Wednesday, March 10, 2010

Review of the Day: Titus Groan

Titus Groan is the 77th Earl of Gormenghast, born in the opening pages of this first novel in Mervin Peake’s famous Gormenghast Trilogy. Although considered a “fantasy” classic, the novel should not be cubbyhole by its genre. There are no wizards, warlocks, orcs, or walking trees. The inhabitants of Gormenghast Castle come in the recognizable forms of humans, cats, birds, and other common creatures.

The story is fantastic in that it is free of geographical or historical constraints. It seems to be set in a Britain “of yore,” but is so self-contained that it does not matter. The point is the elaborate world contained within the sprawling walls of Gormenghast Castle.
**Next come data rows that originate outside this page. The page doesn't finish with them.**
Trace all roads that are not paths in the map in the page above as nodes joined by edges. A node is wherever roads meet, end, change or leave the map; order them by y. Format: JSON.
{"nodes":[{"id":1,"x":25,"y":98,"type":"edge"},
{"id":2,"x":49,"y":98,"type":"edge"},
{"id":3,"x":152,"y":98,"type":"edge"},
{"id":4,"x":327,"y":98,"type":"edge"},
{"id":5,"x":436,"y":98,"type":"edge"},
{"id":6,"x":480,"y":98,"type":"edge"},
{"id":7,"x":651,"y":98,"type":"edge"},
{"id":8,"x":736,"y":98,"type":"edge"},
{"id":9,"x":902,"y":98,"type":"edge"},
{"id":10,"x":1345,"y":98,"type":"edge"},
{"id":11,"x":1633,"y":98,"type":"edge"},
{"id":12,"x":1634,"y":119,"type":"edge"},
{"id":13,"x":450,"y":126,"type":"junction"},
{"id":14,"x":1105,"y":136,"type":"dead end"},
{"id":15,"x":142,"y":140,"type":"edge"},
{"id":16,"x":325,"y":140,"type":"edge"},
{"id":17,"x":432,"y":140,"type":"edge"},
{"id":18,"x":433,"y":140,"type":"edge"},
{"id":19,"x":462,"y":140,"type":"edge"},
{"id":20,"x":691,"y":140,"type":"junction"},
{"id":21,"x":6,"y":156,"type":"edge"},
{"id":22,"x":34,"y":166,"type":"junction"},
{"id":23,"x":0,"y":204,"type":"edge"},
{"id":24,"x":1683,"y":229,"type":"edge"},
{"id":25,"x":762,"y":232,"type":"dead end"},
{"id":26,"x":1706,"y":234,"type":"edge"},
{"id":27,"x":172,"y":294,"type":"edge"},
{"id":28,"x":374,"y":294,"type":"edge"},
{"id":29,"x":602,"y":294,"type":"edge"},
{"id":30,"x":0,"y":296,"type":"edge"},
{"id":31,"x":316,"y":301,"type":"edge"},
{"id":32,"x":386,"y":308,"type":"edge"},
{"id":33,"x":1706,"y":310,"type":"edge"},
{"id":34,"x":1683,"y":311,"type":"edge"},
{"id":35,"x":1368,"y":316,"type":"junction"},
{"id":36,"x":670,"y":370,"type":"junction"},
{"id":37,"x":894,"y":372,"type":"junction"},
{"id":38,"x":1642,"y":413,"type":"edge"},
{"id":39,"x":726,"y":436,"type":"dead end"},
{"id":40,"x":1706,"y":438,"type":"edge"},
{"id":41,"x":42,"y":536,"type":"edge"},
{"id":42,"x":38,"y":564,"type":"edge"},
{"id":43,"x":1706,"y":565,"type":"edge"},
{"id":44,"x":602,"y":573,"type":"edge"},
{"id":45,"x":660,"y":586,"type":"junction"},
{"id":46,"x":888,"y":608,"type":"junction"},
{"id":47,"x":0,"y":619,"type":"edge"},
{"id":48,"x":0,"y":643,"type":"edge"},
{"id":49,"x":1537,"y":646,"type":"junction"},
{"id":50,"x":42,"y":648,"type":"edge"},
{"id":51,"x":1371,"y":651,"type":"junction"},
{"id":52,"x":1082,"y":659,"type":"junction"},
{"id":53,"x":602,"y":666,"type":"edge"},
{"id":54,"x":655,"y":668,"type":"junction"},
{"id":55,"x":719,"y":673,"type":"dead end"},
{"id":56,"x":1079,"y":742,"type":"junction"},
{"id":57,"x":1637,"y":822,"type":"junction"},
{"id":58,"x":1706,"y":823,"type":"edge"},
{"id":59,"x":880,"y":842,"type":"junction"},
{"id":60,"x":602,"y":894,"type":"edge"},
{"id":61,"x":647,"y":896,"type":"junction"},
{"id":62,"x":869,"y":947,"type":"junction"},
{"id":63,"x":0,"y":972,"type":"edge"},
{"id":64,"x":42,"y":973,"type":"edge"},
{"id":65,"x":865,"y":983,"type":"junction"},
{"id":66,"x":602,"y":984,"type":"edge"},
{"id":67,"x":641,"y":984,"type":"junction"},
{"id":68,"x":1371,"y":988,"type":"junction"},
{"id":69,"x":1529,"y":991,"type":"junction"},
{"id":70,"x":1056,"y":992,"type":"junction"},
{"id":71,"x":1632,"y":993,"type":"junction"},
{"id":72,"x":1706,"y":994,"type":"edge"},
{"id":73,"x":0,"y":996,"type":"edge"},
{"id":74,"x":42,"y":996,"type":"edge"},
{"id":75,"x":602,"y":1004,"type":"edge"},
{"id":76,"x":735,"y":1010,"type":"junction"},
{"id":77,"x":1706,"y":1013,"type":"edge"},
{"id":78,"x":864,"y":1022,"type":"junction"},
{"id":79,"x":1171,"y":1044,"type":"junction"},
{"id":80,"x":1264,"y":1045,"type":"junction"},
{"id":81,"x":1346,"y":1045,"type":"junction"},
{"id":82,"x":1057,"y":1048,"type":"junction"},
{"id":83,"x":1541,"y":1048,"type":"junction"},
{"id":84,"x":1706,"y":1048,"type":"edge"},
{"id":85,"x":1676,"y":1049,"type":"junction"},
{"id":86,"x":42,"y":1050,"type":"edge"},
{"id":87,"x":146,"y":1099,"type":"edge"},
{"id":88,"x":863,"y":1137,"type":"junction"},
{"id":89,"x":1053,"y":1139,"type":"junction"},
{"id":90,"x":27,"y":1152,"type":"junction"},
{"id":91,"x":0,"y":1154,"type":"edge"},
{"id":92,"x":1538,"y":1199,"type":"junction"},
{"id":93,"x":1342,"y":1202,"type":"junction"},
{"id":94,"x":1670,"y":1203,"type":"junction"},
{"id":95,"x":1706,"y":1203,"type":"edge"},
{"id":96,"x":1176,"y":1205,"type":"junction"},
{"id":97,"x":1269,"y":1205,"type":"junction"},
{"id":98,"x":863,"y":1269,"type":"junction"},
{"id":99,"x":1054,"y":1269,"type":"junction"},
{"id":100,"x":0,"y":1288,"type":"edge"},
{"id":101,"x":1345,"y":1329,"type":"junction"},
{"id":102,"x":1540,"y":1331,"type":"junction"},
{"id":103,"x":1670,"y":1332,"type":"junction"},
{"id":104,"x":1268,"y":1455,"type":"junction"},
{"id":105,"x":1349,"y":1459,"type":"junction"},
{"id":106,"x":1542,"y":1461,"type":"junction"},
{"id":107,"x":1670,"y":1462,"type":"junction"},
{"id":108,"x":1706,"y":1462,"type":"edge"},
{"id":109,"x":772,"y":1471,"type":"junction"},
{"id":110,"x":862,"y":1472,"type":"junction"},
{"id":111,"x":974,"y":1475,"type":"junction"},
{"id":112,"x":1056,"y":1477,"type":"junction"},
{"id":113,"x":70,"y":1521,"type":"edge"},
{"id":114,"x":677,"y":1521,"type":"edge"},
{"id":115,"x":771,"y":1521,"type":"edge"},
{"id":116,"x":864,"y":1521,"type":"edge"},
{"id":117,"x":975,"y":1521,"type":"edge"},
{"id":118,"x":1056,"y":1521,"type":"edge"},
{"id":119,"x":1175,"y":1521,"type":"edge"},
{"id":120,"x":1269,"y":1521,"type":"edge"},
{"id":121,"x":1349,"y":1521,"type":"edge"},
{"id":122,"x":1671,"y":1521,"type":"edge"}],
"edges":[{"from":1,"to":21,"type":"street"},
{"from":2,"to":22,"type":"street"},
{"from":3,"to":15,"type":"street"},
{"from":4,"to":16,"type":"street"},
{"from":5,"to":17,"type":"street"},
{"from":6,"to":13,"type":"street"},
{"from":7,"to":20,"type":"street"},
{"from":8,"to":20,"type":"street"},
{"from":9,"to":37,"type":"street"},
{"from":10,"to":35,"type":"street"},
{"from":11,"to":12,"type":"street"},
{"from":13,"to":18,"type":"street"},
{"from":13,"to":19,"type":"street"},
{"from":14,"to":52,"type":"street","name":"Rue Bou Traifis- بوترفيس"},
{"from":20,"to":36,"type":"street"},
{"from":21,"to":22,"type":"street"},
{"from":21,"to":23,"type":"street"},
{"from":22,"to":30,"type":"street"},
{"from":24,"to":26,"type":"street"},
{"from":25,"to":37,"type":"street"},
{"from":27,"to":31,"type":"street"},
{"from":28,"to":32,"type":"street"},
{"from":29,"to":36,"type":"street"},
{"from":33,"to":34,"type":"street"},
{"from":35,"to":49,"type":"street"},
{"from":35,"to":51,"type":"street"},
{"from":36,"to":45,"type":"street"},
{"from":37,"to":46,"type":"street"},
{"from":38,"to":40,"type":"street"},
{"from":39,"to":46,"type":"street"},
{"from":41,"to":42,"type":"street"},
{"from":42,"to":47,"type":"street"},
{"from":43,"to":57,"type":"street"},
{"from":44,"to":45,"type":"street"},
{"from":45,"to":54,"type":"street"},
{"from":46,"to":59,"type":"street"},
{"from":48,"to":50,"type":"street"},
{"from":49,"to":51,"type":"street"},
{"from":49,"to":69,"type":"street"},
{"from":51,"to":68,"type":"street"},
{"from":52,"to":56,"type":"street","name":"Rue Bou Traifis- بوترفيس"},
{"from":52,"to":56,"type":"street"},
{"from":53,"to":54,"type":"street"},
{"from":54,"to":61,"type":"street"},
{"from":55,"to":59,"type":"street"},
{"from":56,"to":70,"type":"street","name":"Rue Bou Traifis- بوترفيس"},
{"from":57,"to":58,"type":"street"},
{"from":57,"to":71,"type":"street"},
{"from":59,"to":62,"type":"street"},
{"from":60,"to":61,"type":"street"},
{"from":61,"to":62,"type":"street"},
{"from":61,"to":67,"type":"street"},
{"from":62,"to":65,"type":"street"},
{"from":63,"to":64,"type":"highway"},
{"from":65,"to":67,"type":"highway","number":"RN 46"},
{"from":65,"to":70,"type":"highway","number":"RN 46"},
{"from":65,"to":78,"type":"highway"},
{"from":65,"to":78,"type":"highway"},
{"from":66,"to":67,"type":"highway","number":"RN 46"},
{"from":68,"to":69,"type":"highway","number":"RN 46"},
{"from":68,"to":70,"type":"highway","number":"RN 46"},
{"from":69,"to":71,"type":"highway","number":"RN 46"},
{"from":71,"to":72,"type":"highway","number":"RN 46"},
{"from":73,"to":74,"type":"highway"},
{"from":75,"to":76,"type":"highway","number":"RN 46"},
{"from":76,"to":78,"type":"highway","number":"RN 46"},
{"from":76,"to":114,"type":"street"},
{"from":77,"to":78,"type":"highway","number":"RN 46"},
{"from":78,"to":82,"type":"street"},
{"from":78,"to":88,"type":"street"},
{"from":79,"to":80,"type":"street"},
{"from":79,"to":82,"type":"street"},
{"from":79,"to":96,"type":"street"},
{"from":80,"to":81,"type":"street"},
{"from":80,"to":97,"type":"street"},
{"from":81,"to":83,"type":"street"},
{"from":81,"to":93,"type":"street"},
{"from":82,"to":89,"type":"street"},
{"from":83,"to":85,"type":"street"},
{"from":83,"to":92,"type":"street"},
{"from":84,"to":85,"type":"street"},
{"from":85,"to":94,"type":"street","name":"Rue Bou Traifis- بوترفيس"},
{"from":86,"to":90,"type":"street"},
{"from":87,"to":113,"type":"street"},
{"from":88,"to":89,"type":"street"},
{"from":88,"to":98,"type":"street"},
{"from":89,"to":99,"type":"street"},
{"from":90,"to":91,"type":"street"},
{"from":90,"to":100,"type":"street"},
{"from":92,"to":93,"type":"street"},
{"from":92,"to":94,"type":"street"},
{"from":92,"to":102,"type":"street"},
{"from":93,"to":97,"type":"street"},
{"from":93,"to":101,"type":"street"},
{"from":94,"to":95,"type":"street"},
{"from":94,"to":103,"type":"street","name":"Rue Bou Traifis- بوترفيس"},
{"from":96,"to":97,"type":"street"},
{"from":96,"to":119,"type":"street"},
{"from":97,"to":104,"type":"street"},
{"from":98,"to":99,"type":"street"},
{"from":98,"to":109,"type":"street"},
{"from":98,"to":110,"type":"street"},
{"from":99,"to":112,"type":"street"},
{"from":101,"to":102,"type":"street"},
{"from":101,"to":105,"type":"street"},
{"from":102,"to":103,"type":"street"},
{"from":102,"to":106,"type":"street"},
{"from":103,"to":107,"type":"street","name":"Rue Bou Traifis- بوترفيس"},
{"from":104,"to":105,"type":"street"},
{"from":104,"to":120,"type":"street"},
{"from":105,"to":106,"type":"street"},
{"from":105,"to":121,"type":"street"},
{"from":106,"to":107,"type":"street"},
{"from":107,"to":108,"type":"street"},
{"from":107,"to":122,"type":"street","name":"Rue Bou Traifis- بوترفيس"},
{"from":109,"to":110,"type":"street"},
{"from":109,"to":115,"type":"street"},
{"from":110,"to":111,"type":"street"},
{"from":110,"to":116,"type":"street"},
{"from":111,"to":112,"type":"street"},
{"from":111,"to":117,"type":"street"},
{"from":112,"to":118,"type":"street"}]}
The plot centers on the canny, 17-year-old Steerpike, who aims to control Gormenghast. In this first volume, we watch Steerpike wriggle his way up the ladder of power from a post as kitchen scullion, to the servant of the awkwardly endearing Dr. Prunesquallor, into an elaborate plot that gives him command over the nitwit twin sisters of the aged 76th Earl, to the exalted position of heir-apparent to the Master of Ritual at the castle. Who knows what heights he will reach in the remaining volumes.

Peake fills every page of Steerpike’s journey with intricate details of the ceremonies, manners, foibles, and relationships that govern the Groan family and their court. Darkly humorous and lusciously written, Titus Groan is a novel to get lost in.


This book is listed on at least one of the lists I am working on, but I am too scatterbrained by trial prep to remember which one right now. I will figure it out and add the information later.

This counts as one of my books for the Typically British Challenge.


(If you would like your review listed here, please leave a comment with a link and I will add it.)


  1. And the owls, don't forget the owls! Ha ha ha ha!

    I love this book. Ma femme finds the detail, the obessive, endless detail, tedious, and she's not wrong. But you're also correct, the right reader can get lost in this book, sucked right in.

  2. Yes! The owls! And the white cats, which were my favorites -- especially when they sit on the turrets.

    I was surprised by how much I liked it. It is definitely a book you have to submit to, because it is not going to flow any faster than it is going to flow.


    On Troutbirder II I do occasional reviews. This one made me nervous. :) Thanks

  4. Funny - an old friend asked me if I'd read this just the other day (I haven't), but I filed it away in the back of my head. Apparently there is a British TV adaptation of the series, but I haven't seen that, either. Anyway, serendipity says that seeing it come up twice in as many months means I should read it.

  5. Troutbirder -- I like your review of The Shack. I'll add the link to my review post.

    Caitlin -- Serendipity indeed! You are fated to read this.

  6. I read a part of the first in the trilogy years ago. Unfortunately, I was going to school at the time and had to abandon it. I would like to get back to it, but I think I'll wait until the class I'm currently taking is over! Learned my lesson last time. I've been pulling easy fast reads from my pile of books this time around.

  7. I've never even heard of this but my book club tries to do a genre book every year and maybe I'll suggest this one. "Days of yore" made me snicker and think of Phoebe on Friends when Rachel was tryingto prentend the furniture from Pottery Barn were all antiques.

  8. Terri -- I can understand! I'm in trial mode right now, so I can only concentrate on light and quick reads right now, since I am only getting in about ten minutes before I fall asleep.

    Carin -- Me too! I love that episode and I kept thinking of it while listening to this book. "Hhhmmmmm . . . this seems to take place in the days of yore."

  9. I didn't know anything about this book, so thanks for the review! It sounds really good.

  10. The obsessive, sometimes tedious detail is not without its point; there is a lot that is Kafkaesque about Gormenghast Castle. Titus Groan was written in 1946, and looks at aristocratic, bureaucratic, and by implication religious authority with a very cutting gaze. I think Peake was about 20 years ahead of his time.

    DO read book two of the trilogy, "Gormenghast." DON'T read the third, "Titus Alone," cobbled together from notes after Peake's death and a real train wreck of a book.

  11. JT -- I'm have the zeal of a new convert, but I think the praise is justified.

    Michael -- You are so right about the Kafka similarities! Except that the bureaucratic rituals of Gormenghast reach hilarious levels.

    Now I am conflicted, because the lists that include this "book" usually include the entire trilogy, which makes me want to read all three. But not if the last one is no good. We'll see how compulsive I am . . . . Well, the answer is "very" so I am sure I will read it. At least it is short.

  12. Tell you what: when you start "Titus Alone" and start thinking "Geez, this is terrible," remember I told you it doesn't get any better.

    The second book is fun though. Irma Prunesquallor goes a'courtin'!